Click here to see the complete rankings. After the top 50 or so, you might start to see duplicate entries. That is because as I called up these lists, some cases appeared on both of them and then I merged them all together and sorted them to get the ranking.

Criteria:

Seasons with 44.1+ batting runs, 0.1+ fielding runs, 0.1+ base running runs (197 cases)
Seasons with 0.1+ batting runs, 17.9+ fielding runs, 0.1+ base running runs (198 cases)
Seasons with 0.1+ batting runs, 0.1+ fielding runs, 5.8+ base running runs (190 cases)
Seasons with 30+ batting runs, 3+ fielding runs, 3+ base running runs (161 cases)


Sunday, January 25, 2015

Introducing A New Stat: Weighted Gray Ink (WEGRI)

Like we need another one.
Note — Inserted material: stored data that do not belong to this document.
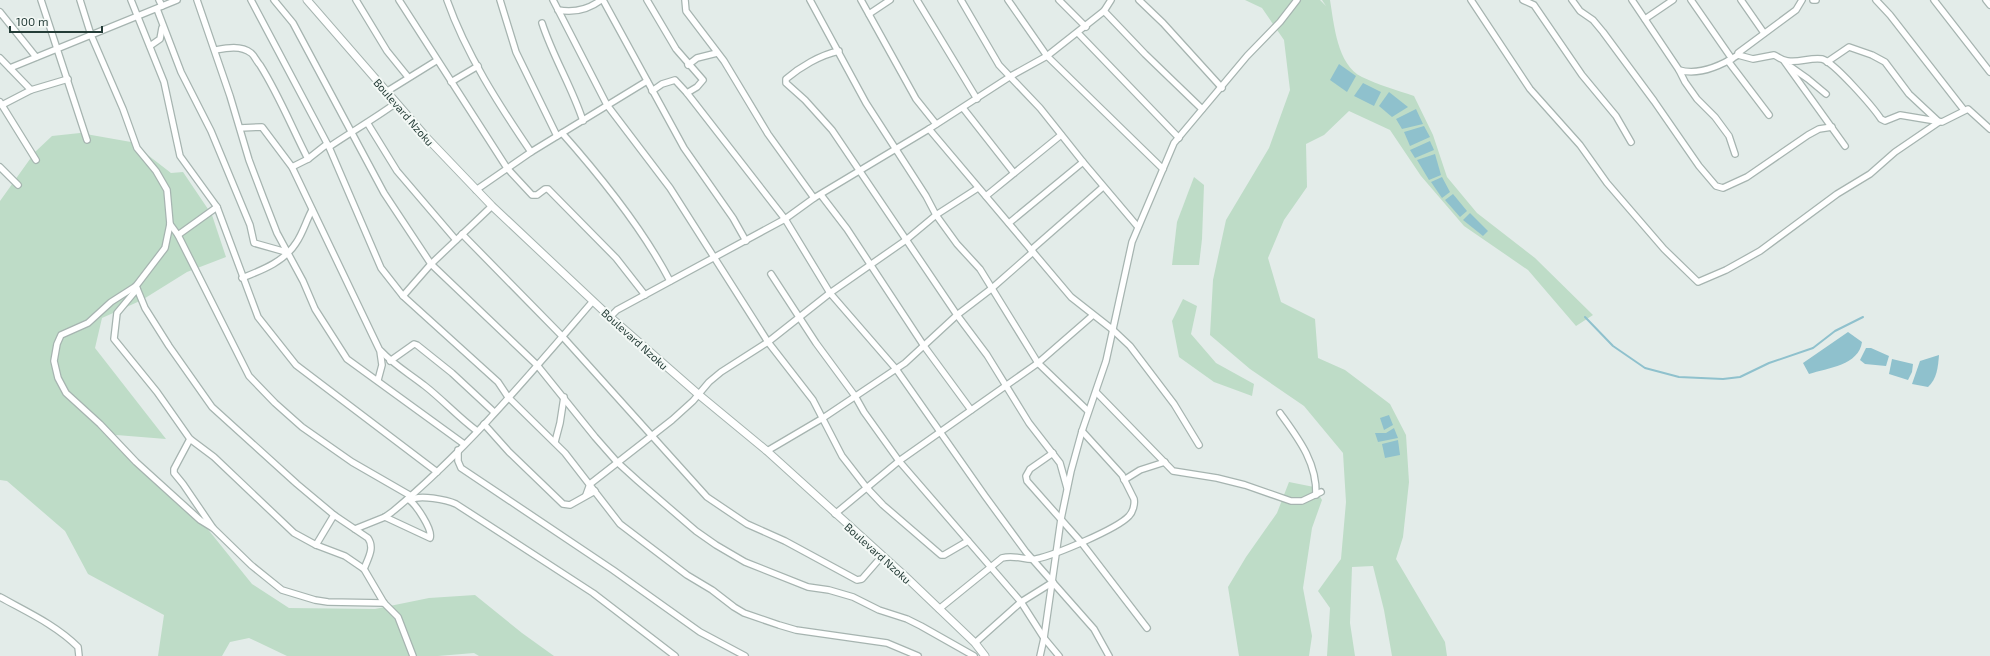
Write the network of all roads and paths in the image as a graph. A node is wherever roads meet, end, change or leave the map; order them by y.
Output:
1 (41, 0) edge
2 (80, 0) edge
3 (131, 0) edge
4 (159, 0) edge
5 (177, 0) edge
6 (198, 0) edge
7 (251, 0) edge
8 (274, 0) edge
9 (307, 0) edge
10 (356, 0) edge
11 (399, 0) edge
12 (446, 0) edge
13 (500, 0) edge
14 (554, 0) edge
15 (602, 0) edge
16 (647, 0) edge
17 (685, 0) edge
18 (810, 0) edge
19 (861, 0) edge
20 (890, 0) edge
21 (917, 0) edge
22 (961, 0) edge
23 (1008, 0) edge
24 (1059, 0) edge
25 (1110, 0) edge
26 (1139, 0) edge
27 (1297, 0) edge
28 (1472, 0) edge
29 (1523, 0) edge
30 (1572, 0) edge
31 (1632, 0) edge
32 (1673, 0) edge
33 (1691, 0) edge
34 (1741, 0) edge
35 (1802, 0) edge
36 (1876, 0) edge
37 (1934, 0) edge
38 (1986, 0) edge
39 (1990, 5) edge
40 (159, 8) junction
41 (558, 10) junction
42 (1104, 11) junction
43 (0, 12) edge
44 (869, 14) junction
45 (138, 16) junction
46 (1644, 19) junction
47 (161, 23) junction
48 (542, 23) dead end
49 (1086, 27) junction
50 (1078, 33) junction
51 (1764, 33) junction
52 (91, 35) junction
53 (150, 46) junction
54 (58, 48) junction
55 (215, 50) junction
56 (839, 51) junction
57 (717, 53) junction
58 (1738, 55) junction
59 (1047, 56) junction
60 (36, 57) junction
61 (0, 58) edge
62 (436, 60) junction
63 (1730, 60) junction
64 (1784, 60) junction
65 (1827, 62) junction
66 (688, 65) junction
67 (478, 66) junction
68 (1789, 66) junction
69 (10, 68) junction
70 (1988, 69) edge
71 (1679, 70) junction
72 (1011, 76) junction
73 (408, 77) junction
74 (68, 79) junction
75 (647, 81) junction
76 (450, 82) junction
77 (1222, 88) junction
78 (30, 90) junction
79 (652, 91) junction
80 (386, 92) junction
81 (687, 93) junction
82 (1826, 94) dead end
83 (977, 99) junction
84 (396, 103) junction
85 (1, 104) edge
86 (607, 105) junction
87 (963, 108) junction
88 (1202, 109) junction
89 (1964, 110) junction
90 (1769, 115) dead end
91 (583, 121) junction
92 (1940, 122) junction
93 (368, 124) junction
94 (936, 124) junction
95 (1832, 127) junction
96 (240, 128) junction
97 (929, 129) junction
98 (1990, 129) edge
99 (351, 132) junction
100 (559, 134) junction
101 (1061, 135) junction
102 (1179, 138) junction
103 (87, 140) dead end
104 (1631, 142) dead end
105 (328, 146) junction
106 (1846, 146) dead end
107 (895, 150) junction
108 (531, 152) junction
109 (1735, 154) dead end
110 (308, 159) junction
111 (36, 160) dead end
112 (1083, 162) junction
113 (0, 167) edge
114 (292, 167) junction
115 (507, 168) junction
116 (1163, 169) junction
117 (860, 172) junction
118 (1014, 174) junction
119 (18, 185) dead end
120 (1103, 186) junction
121 (978, 188) junction
122 (476, 190) junction
123 (821, 195) junction
124 (986, 196) junction
125 (814, 198) junction
126 (492, 206) junction
127 (217, 207) junction
128 (312, 210) junction
129 (936, 216) junction
130 (784, 219) junction
131 (1009, 223) junction
132 (170, 224) junction
133 (1138, 228) junction
134 (462, 234) junction
135 (178, 235) junction
136 (456, 240) junction
137 (906, 240) junction
138 (746, 241) junction
139 (1032, 251) junction
140 (287, 252) junction
141 (715, 257) junction
142 (431, 264) junction
143 (871, 265) junction
144 (771, 274) dead end
145 (242, 278) junction
146 (670, 281) junction
147 (137, 287) junction
148 (991, 289) junction
149 (830, 293) junction
150 (645, 295) junction
151 (403, 296) junction
152 (593, 301) junction
153 (956, 314) junction
154 (1092, 316) junction
155 (610, 317) junction
156 (801, 318) junction
157 (1113, 330) junction
158 (562, 336) junction
159 (768, 342) junction
160 (924, 346) junction
161 (380, 351) junction
162 (390, 361) junction
163 (1038, 363) junction
164 (537, 365) junction
165 (896, 369) junction
166 (378, 380) junction
167 (1006, 384) junction
168 (1096, 392) junction
169 (698, 394) junction
170 (855, 396) junction
171 (508, 397) junction
172 (564, 397) junction
173 (971, 410) junction
174 (1088, 411) junction
175 (494, 412) junction
176 (1280, 413) dead end
177 (823, 418) junction
178 (484, 424) junction
179 (477, 431) junction
180 (1082, 431) junction
181 (939, 433) junction
182 (653, 435) junction
183 (190, 439) junction
184 (555, 442) junction
185 (464, 444) junction
186 (1199, 445) dead end
187 (458, 450) junction
188 (767, 451) junction
189 (1053, 453) junction
190 (899, 460) junction
191 (617, 462) junction
192 (1165, 462) junction
193 (437, 472) junction
194 (1124, 480) junction
195 (590, 484) junction
196 (866, 487) junction
197 (1067, 490) junction
198 (595, 491) junction
199 (586, 495) junction
200 (410, 498) junction
201 (835, 514) junction
202 (334, 515) junction
203 (385, 517) junction
204 (1061, 519) junction
205 (212, 528) junction
206 (355, 529) junction
207 (968, 541) junction
208 (1081, 542) junction
209 (316, 545) junction
210 (1056, 552) junction
211 (882, 556) junction
212 (1034, 559) junction
213 (990, 567) junction
214 (364, 568) junction
215 (1053, 582) junction
216 (0, 597) edge
217 (1021, 602) junction
218 (384, 603) junction
219 (939, 609) junction
220 (1147, 628) dead end
221 (1044, 638) junction
222 (975, 643) junction
223 (79, 656) edge
224 (414, 656) edge
225 (675, 656) edge
226 (745, 656) edge
227 (918, 656) edge
228 (974, 656) edge
229 (985, 656) edge
230 (1040, 656) edge
231 (1059, 656) edge
232 (1109, 656) edge

1 - 54 street
2 - 52 street
3 - 45 street
4 - 40 street
5 - 40 street
6 - 55 street
7 - 105 street
8 - 99 street
9 - 80 street, Boulevard Nzoku
10 - 73 street
11 - 62 street
12 - 67 street
13 - 100 street
14 - 41 street
15 - 41 street
15 - 75 street
16 - 66 street
17 - 57 street
18 - 56 street
19 - 44 street
20 - 44 street
21 - 83 street
22 - 72 street
23 - 59 street
24 - 49 street
25 - 42 street
26 - 77 street
27 - 77 street
28 - 92 street
29 - 104 street
30 - 95 street
31 - 46 street
32 - 46 street
33 - 63 street
34 - 51 street
35 - 51 street
36 - 89 street
37 - 70 street
38 - 39 street
40 - 45 street
40 - 47 street
41 - 86 street
42 - 49 street
42 - 88 street
43 - 60 street
44 - 94 street
45 - 52 street
45 - 53 street
46 - 71 street
47 - 53 street
47 - 140 street
48 - 91 street
49 - 50 street
50 - 59 street
50 - 102 street
51 - 58 street
52 - 54 street
52 - 132 street
53 - 127 street
54 - 60 street
54 - 74 street
55 - 96 street
55 - 110 street
56 - 107 street
56 - 117 street
57 - 66 street
57 - 125 street
58 - 63 street
58 - 64 street
59 - 72 street
59 - 116 street
60 - 69 street
61 - 69 street
62 - 73 street
62 - 76 street
63 - 71 street
63 - 90 street
64 - 65 street
64 - 68 street
65 - 92 street
65 - 92 street
66 - 81 street
67 - 76 street
67 - 108 street
68 - 82 street
68 - 95 street
69 - 78 street
71 - 109 street
72 - 83 street
72 - 101 street
73 - 80 street
74 - 78 street
74 - 103 street
75 - 79 street
75 - 86 street
76 - 115 street
77 - 88 street
78 - 85 street
79 - 81 street
79 - 138 street
80 - 84 street, Boulevard Nzoku
81 - 130 street
83 - 87 street
84 - 93 street
84 - 122 street, Boulevard Nzoku
85 - 111 street
86 - 91 street
86 - 141 street
87 - 94 street
87 - 118 street
88 - 102 street
89 - 92 street
89 - 98 street
91 - 100 street
93 - 99 street
93 - 136 street
94 - 97 street
95 - 106 street
96 - 114 street
96 - 140 street
97 - 107 street
97 - 121 street
99 - 105 street
99 - 142 street
100 - 108 street
100 - 146 street
101 - 112 street
101 - 118 street
102 - 116 street
105 - 110 street
105 - 151 street
107 - 117 street
107 - 129 street
108 - 115 street
110 - 114 street
112 - 120 street
112 - 131 street
113 - 119 street
114 - 128 street
115 - 122 street
115 - 150 street
116 - 133 street
117 - 123 street
117 - 137 street
118 - 124 street
120 - 133 street
120 - 139 street
121 - 124 street
121 - 129 street
122 - 126 street, Boulevard Nzoku
123 - 125 street
123 - 143 street
124 - 131 street
125 - 130 street
126 - 134 street
126 - 152 street, Boulevard Nzoku
127 - 135 street
127 - 145 street
128 - 140 street
128 - 161 street
129 - 137 street
129 - 148 street
130 - 138 street
130 - 149 street
131 - 139 street
132 - 135 street
132 - 147 street
133 - 157 street
134 - 136 street
134 - 158 street
135 - 200 street
136 - 142 street
137 - 143 street
137 - 153 street
138 - 141 street
139 - 148 street
139 - 154 street
140 - 145 street
140 - 166 street
141 - 146 street
141 - 159 street
142 - 151 street
142 - 164 street
143 - 149 street
143 - 160 street
144 - 156 street
145 - 193 street
146 - 150 street
147 - 183 street
147 - 202 street
147 - 205 street
148 - 153 street
148 - 163 street
149 - 156 street
149 - 165 street
150 - 155 street
151 - 171 street
152 - 155 street, Boulevard Nzoku
152 - 158 street
153 - 160 street
153 - 167 street
154 - 157 street
154 - 163 street
155 - 169 street, Boulevard Nzoku
156 - 159 street
156 - 170 street
157 - 168 street
157 - 186 street
158 - 164 street
158 - 182 street
159 - 169 street
159 - 177 street
160 - 165 street
160 - 173 street
161 - 162 street
161 - 166 street
162 - 175 street
162 - 179 street
163 - 167 street
163 - 174 street
164 - 171 street
164 - 172 street
165 - 170 street
165 - 181 street
166 - 185 street
167 - 173 street
167 - 189 street
168 - 174 street
168 - 192 street
169 - 182 street
169 - 188 street, Boulevard Nzoku
170 - 177 street
170 - 190 street
171 - 175 street
171 - 184 street
172 - 184 street
172 - 191 street
173 - 181 street
174 - 180 street
175 - 178 street
176 - 192 street
177 - 188 street
177 - 196 street
178 - 179 street
178 - 199 street
179 - 185 street
180 - 194 street
180 - 197 street
181 - 190 street
181 - 212 street
182 - 191 street
182 - 211 street
183 - 205 street
183 - 209 street
184 - 195 street
185 - 187 street
187 - 193 street
187 - 226 street
188 - 201 street, Boulevard Nzoku
189 - 197 street
189 - 204 street
190 - 196 street
190 - 207 street
191 - 195 street
191 - 228 street
192 - 194 street
193 - 200 street
194 - 208 street
195 - 198 street
195 - 199 street
196 - 201 street
196 - 207 street
197 - 204 street
198 - 199 street
198 - 227 street
200 - 203 street
200 - 203 street
200 - 225 street
201 - 211 street, Boulevard Nzoku
202 - 206 street
202 - 209 street
203 - 206 street
204 - 208 street
204 - 210 street
205 - 218 street
206 - 214 street
207 - 213 street
208 - 210 street
208 - 220 street
209 - 214 street
210 - 212 street
210 - 215 street
211 - 219 street, Boulevard Nzoku
212 - 213 street
212 - 215 street
213 - 217 street
213 - 219 street
214 - 218 street
215 - 217 street
215 - 221 street
215 - 232 street
216 - 223 street
217 - 221 street
217 - 222 street
218 - 224 street
219 - 222 street, Boulevard Nzoku
221 - 230 street
221 - 231 street
222 - 229 street, Boulevard Nzoku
Maybe this will secure my sabermetric legacy. Well, Larry Granillo did something like this back in 2009. Click here to see it. But I did something similar back in 2006 and mentioned it on the SABR list. Someone (Rosen380) also just mentioned it in a discussion at Tango's blog. Click here to go to it.

The idea is a point system based on finishing in the top 10 in a stat. A guy gets 10 points for 1st place, 9 for 2nd and so on. Ties split the difference. If you are tied for 1st you get 9.5.

The stat I used is TRAA from Lee Sinins (Total Runs Above Average). Click here to read what Sinins has to say about this. That combines RCAA or runs created above average with FRAA or fielding runs above average. RCAA is park adjusted. I called up all the top 10 lists for the AL & NL (it goes back to 1893). Then summed each guys's points and ranked them. Here is the top 25:

Rank Player Points
1 Barry Bonds  149.5
2 Ty Cobb  148.5
3 Tris Speaker  143
4 Babe Ruth  142
5 Willie Mays  136.5
6 Ted Williams  136
7 Stan Musial  132.5
8 Hank Aaron  128.5
9 Honus Wagner  120
10 Rogers Hornsby  118.5
11 Mel Ott  113
12 Mickey Mantle  111.5
13 Lou Gehrig  104
14 Mike Schmidt  102
15 Nap Lajoie  97
16 Albert Pujols  94
17 Rickey Henderson  88
18 Frank Robinson  86.5
19 Jimmie Foxx  84
20 Joe DiMaggio  77.5
21 Ed Delahanty  77
22 Johnny Mize  76
23 Eddie Mathews  71.5
24 Paul Waner  69.5
25 Elmer Flick  68.5

Click here to see the complete rankings. It might be useful to take into account a player's position. For example, Piazza is the highest ranked catcher at 109.

Here are some interesting tidbits:

Ted Williams could have been first but he missed so much time in military service. Of course, Ruth would do better if I included his years as a pitcher.

Elmer Flick at 25th. Wow. So guess who is 26th? Keith Hernandez. Joe Jackson is 40th despite being banned at age 30. Todd Helton is 41st. And that takes park effects into account.

Tim Raines is 47th and is having a hard time getting into the Hall of Fame. Edgar Martinez is 49th, despite being mostly a DH.

54-56: Jimmy Sheckard, Sherry Magee, Gavvy Cravath.

Charlie Keller-60, Joey Votto-62. George Foster 68. Roy White 76.

Jackie Robinson is 79th and only played 10 seasons.

There are a total of 819 players listed so you can check to see how your favorite did.